While he talks absentmindedly with Pickering, Eliza slips out, returns with his
slippers, and lays them on the floor before him without a word. When he notices
them, he thinks that they appeared out of nowhere. Higgins and Pickering begin
to speak as if Eliza is not there with them, saying how happy they are that the
entire experiment is over, agreeing that it had become rather boring in the last
few months. The two of them then leave the room to go to bed. Eliza is clearly
hurt (Eliza's beauty turns murderous, say the stage directions), but Higgins and
Pickering are oblivious to her. Higgins pops back in, once again mystified over
what he has done with his slippers, and Eliza promptly flings them in his face.

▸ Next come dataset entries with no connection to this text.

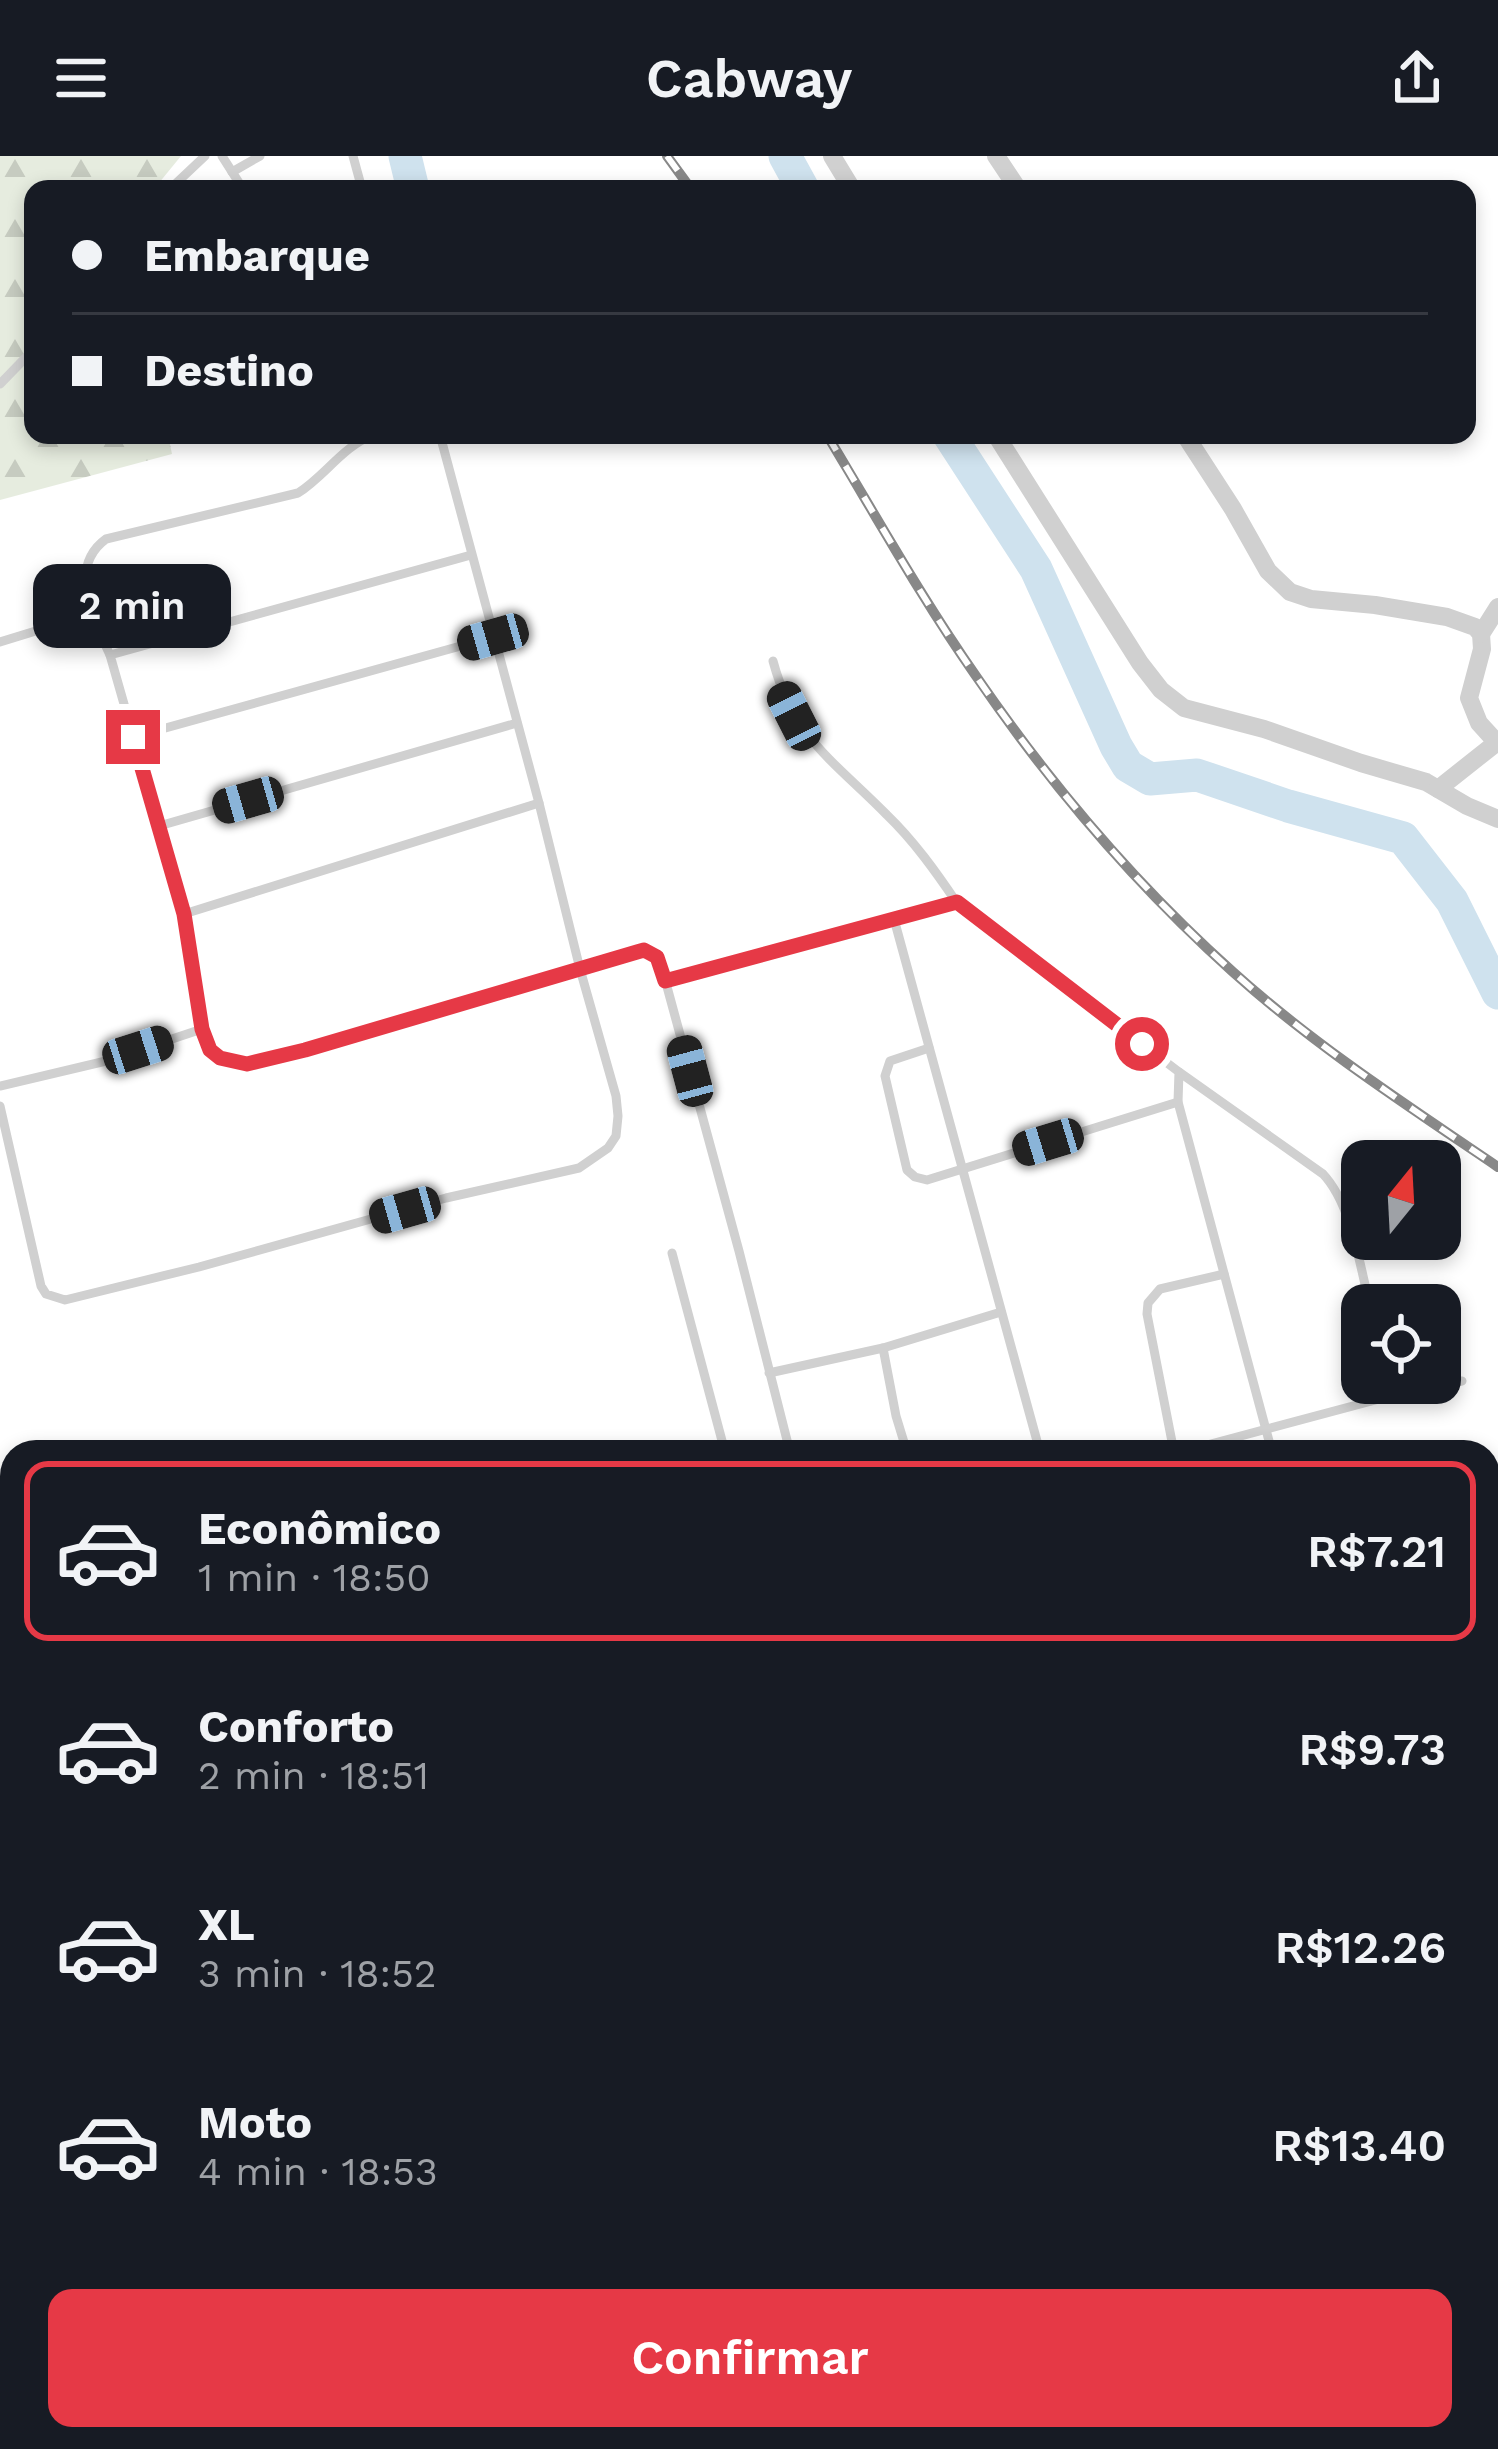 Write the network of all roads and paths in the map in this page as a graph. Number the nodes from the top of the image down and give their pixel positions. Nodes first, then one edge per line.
1 (205, 156) edge
2 (222, 156) edge
3 (260, 156) edge
4 (232, 172) junction
5 (180, 180) edge
6 (237, 180) edge
7 (24, 359) edge
8 (0, 384) edge
9 (354, 444) edge
10 (442, 444) edge
11 (1002, 444) edge
12 (1191, 444) edge
13 (471, 555) junction
14 (1498, 607) edge
15 (91, 614) junction
16 (1481, 634) junction
17 (493, 637) junction
18 (0, 642) edge
19 (110, 655) junction
20 (773, 661) dead end
21 (517, 723) junction
22 (133, 737) junction
23 (1497, 743) edge
24 (1438, 789) junction
25 (539, 803) junction
26 (1498, 819) edge
27 (159, 826) junction
28 (957, 902) junction
29 (184, 914) junction
30 (894, 920) junction
31 (580, 969) junction
32 (665, 981) junction
33 (202, 1029) junction
34 (929, 1048) junction
35 (1180, 1072) junction
36 (0, 1086) edge
37 (1178, 1102) junction
38 (0, 1106) edge
39 (962, 1168) junction
40 (671, 1252) dead end
41 (1224, 1274) junction
42 (1364, 1284) edge
43 (1001, 1312) junction
44 (883, 1348) junction
45 (769, 1372) junction
46 (1346, 1404) edge
47 (1266, 1430) junction
48 (722, 1440) edge
49 (787, 1440) edge
50 (903, 1440) edge
51 (1037, 1440) edge
52 (1175, 1440) edge
53 (1226, 1440) edge
54 (1269, 1440) edge

1 - 5 lane
2 - 4 lane
3 - 4 lane
4 - 6 lane
7 - 8 lane
9 - 15 lane
10 - 13 lane
11 - 24 street
12 - 16 street
13 - 17 lane
13 - 19 lane
14 - 16 street
15 - 18 lane
15 - 19 lane
16 - 23 street
17 - 21 lane
17 - 22 lane
19 - 22 lane
20 - 28 lane
21 - 25 lane
21 - 27 lane
22 - 27 lane
23 - 24 street
24 - 26 street
25 - 29 lane
25 - 31 lane
27 - 29 lane
28 - 30 lane
28 - 35 lane
29 - 33 lane
30 - 32 lane
30 - 34 lane
31 - 32 lane
31 - 33 lane
31 - 38 lane
32 - 45 lane
33 - 36 lane
34 - 39 lane
34 - 39 lane
35 - 37 lane
35 - 42 lane
37 - 39 lane
37 - 41 lane
39 - 43 lane
40 - 48 lane
41 - 47 lane
41 - 52 lane
43 - 44 lane
43 - 51 lane
44 - 45 lane
44 - 50 lane
45 - 49 lane
46 - 47 lane
47 - 53 lane
47 - 54 lane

Eliza is mad enough to kill him; she thinks that she is no more important to him
than his slippers. At Higgins' retort that she is presumptuous and ungrateful,
she answers that no one has treated her badly, but that she is still left
confused about what is to happen to her now that the bet has been won. Higgins
says that she can always get married or open that flower shop (both of which she
eventually does), but she replies by saying that she wishes she had been left
where she was before. She goes on to ask whether her clothes belong to her,
meaning what can she take away with her without being accused of thievery.

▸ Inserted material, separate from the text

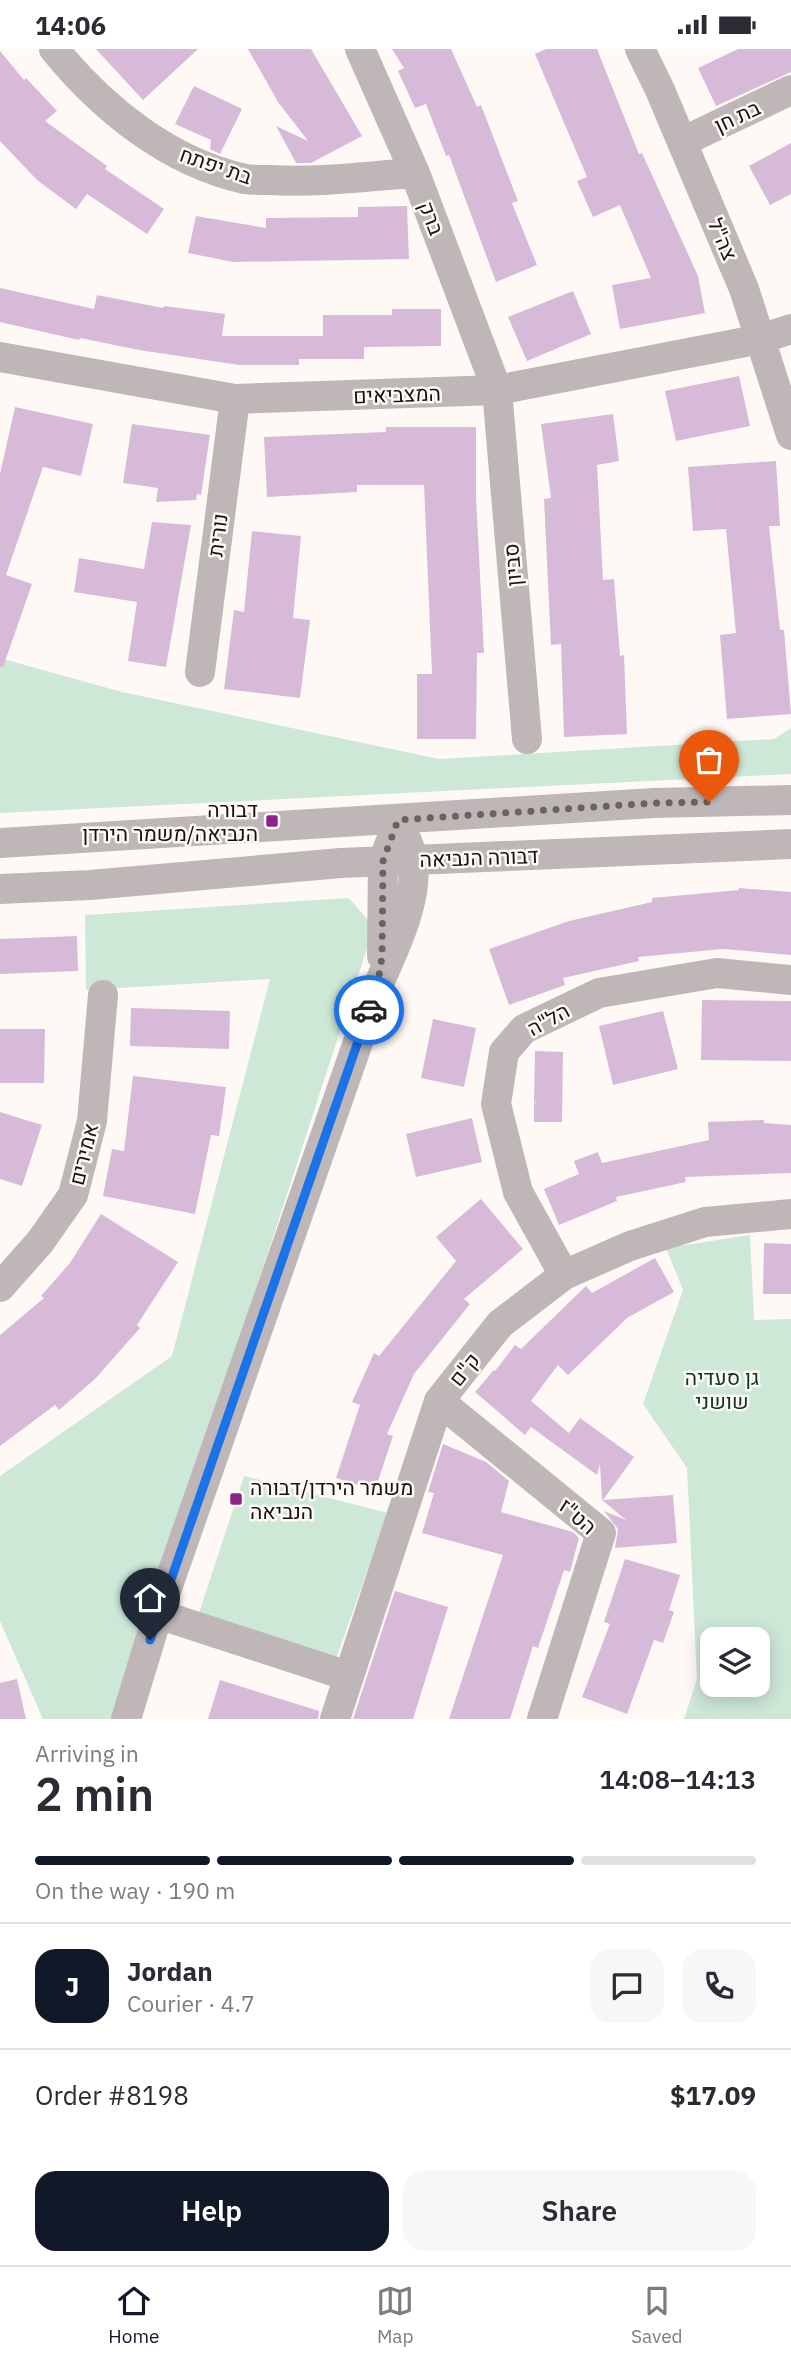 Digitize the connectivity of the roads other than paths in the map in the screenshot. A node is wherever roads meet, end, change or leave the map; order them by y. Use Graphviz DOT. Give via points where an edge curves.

Higgins is genuinely hurt, something that does not happen to him often. She
returns him a ring he bought for her, but he throws it into the fireplace. After
he leaves, she finds it again, but then leaves it on the dessert stand and
departs. If we consider the conventional structure of a romance or fairy tale,
the story has really already reached its climax by this point, because
Cinderella has been turned into a princess, and the challenge has been met. Then
why does the play carry on for another two acts? This would appear completely
counter- productive, only if one thinks that this play is only about changing
appearances. The fact that the play carries on indicates that there are more
transformations in Eliza to be witnessed: this act shows the birth of an
independent spirit in the face of Higgins' bullying superiority. The loosely
set-up dichotomy between people and objects (i.e., whether Higgins treats people
like people or objects) is brought to a head when Eliza flings his slippers in
his face, and complains that she means no more to him than his slippers--You
don't care. I know you don't care. You wouldn't care if I was dead. I'm nothing
to you--not so much as them slippers. Not only does she object to being treated
like an object, she goes on to assert herself by saying that she would never
sell herself, like Higgins suggests when he tells her she can go get married.

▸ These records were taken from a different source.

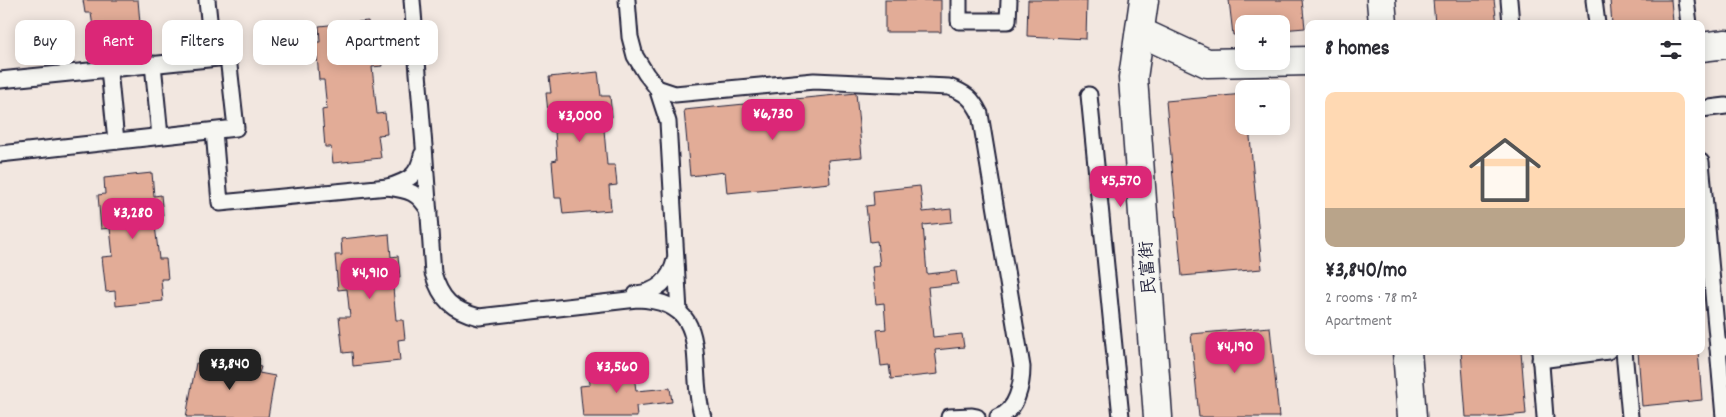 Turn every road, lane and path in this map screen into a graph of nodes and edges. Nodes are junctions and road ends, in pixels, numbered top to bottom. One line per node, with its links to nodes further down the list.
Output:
1 (207, 0): 11 (lane)
2 (412, 0): 32 (lane)
3 (627, 0): 25 (lane)
4 (959, 0): 5 (lane)
5 (1009, 0)
6 (1144, 0): 16 (street, 民富街)
7 (1381, 0): 12 (street)
8 (1509, 0): 13 (lane)
9 (1594, 0): 14 (lane)
10 (1686, 0): 15 (lane)
11 (209, 20)
12 (1383, 20)
13 (1511, 20)
14 (1596, 20)
15 (1688, 20)
16 (1140, 32): 19 (street); 52 (street, 民富街)
17 (1726, 44): 18 (street)
18 (1705, 47)
19 (1305, 61)
20 (162, 63): 21 (lane)
21 (153, 64): 23 (lane); 30 (lane)
22 (229, 65): 29 (lane)
23 (109, 69): 24 (lane); 31 (lane)
24 (0, 80)
25 (657, 88): 37 (lane); 45 (lane)
26 (1090, 95): 51 (lane)
27 (1726, 106): 28 (lane)
28 (1705, 109)
29 (214, 130): 30 (lane); 34 (lane)
30 (160, 136): 31 (lane)
31 (116, 141): 33 (lane)
32 (424, 146): 34 (lane); 36 (lane)
33 (0, 154)
34 (388, 187): 36 (lane)
35 (1705, 197): 40 (lane)
36 (429, 211): 38 (lane)
37 (677, 250): 38 (lane); 39 (lane)
38 (574, 306): 39 (lane)
39 (679, 312): 47 (lane)
40 (1722, 348): 56 (lane)
41 (1408, 355): 53 (street)
42 (1554, 355): 44 (lane)
43 (1624, 355): 55 (lane)
44 (1540, 356): 54 (lane)
45 (1018, 395): 49 (lane); 50 (lane)
46 (976, 416): 48 (lane)
47 (703, 417)
48 (949, 417)
49 (998, 417)
50 (1016, 417)
51 (1120, 417)
52 (1158, 417)
53 (1412, 417)
54 (1545, 417)
55 (1630, 417)
56 (1724, 417)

This climactic move forces Higgins to reconsider what a woman can be, and, as he
confesses in the final act, marks the beginning of his considering Eliza to be
an equal rather than a burden. One thing to consider in this act is why Shaw has
chosen not to portray the climax at the ambassador's party where Eliza can prove
how well she has been instructed by Higgins (although his movie screenplay does
allow for a scene at the embassy). One reason is that most theatrical
productions do not have the capacity to stage an opulent, luxurious ball just
for a short scene. But another reason is that Shaw's intention is to rob the
story of its romance. We are spared the actual training of Eliza as well as her
moment of glory (that is, both the science and the magic); instead, all we get
is scenes of her pre- and post- the dramatic climax.